• **Task details**
Search the records for the string "points". Copy each line where it occurs.

-- Data under study follows --

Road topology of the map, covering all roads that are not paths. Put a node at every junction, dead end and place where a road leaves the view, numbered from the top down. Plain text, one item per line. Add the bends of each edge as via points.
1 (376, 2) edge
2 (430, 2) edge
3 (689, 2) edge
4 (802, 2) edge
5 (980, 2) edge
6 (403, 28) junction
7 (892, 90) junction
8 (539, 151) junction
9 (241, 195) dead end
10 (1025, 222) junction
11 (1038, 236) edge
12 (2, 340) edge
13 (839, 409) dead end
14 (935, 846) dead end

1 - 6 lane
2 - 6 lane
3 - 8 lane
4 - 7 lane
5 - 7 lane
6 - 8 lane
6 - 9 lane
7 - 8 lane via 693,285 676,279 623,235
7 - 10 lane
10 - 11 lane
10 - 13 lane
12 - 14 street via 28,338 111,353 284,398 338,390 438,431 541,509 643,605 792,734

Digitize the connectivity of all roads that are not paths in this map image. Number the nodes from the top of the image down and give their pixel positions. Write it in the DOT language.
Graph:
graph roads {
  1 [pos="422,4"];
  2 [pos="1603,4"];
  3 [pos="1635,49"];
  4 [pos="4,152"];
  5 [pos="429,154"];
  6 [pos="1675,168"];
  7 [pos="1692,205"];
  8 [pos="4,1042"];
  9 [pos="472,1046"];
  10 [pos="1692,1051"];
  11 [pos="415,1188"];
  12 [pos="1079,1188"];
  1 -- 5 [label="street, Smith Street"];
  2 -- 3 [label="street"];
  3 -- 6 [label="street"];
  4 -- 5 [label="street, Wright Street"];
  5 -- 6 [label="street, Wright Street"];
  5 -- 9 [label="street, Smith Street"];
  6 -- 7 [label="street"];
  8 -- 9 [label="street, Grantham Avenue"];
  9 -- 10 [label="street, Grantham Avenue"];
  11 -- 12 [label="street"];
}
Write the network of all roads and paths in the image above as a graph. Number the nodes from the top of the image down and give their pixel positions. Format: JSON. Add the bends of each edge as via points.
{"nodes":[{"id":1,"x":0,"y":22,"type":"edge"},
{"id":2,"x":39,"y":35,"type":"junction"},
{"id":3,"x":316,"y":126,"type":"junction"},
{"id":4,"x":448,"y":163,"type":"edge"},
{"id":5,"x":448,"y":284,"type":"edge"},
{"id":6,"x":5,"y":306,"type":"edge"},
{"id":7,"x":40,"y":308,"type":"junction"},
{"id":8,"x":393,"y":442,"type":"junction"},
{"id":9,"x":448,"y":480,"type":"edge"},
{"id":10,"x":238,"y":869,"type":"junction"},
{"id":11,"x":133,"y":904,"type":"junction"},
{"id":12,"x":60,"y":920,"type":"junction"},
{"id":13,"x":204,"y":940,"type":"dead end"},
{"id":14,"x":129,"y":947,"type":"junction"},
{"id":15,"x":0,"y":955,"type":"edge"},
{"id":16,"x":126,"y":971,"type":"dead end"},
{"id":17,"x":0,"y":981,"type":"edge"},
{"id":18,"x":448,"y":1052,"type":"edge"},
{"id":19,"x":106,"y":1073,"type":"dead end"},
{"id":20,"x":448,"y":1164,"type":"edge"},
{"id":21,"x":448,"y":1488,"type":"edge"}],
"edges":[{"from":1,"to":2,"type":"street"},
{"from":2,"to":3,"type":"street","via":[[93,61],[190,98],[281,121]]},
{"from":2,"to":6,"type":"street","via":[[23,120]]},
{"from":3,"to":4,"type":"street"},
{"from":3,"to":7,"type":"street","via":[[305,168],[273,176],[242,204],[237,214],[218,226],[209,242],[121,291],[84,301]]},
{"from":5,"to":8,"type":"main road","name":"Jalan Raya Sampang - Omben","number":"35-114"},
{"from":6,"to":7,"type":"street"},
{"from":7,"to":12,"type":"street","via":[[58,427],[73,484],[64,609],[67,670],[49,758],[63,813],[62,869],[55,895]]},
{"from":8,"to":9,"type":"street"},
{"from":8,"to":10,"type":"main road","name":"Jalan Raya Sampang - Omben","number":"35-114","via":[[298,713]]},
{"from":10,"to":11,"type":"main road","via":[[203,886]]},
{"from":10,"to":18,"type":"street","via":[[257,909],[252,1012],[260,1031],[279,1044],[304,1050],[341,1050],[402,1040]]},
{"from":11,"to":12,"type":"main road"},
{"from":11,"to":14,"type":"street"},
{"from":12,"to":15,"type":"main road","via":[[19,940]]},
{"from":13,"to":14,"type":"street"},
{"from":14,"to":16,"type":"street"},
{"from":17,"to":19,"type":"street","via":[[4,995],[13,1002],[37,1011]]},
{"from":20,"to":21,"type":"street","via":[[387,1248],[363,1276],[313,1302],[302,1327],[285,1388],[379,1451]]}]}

-- Data under study concluded --

• **Solution**
Road topology of the map, covering all roads that are not paths. Put a node at every junction, dead end and place where a road leaves the view, numbered from the top down. Plain text, one item per line. Add the bends of each edge as via points.
Write the network of all roads and paths in the image above as a graph. Number the nodes from the top of the image down and give their pixel positions. Format: JSON. Add the bends of each edge as via points.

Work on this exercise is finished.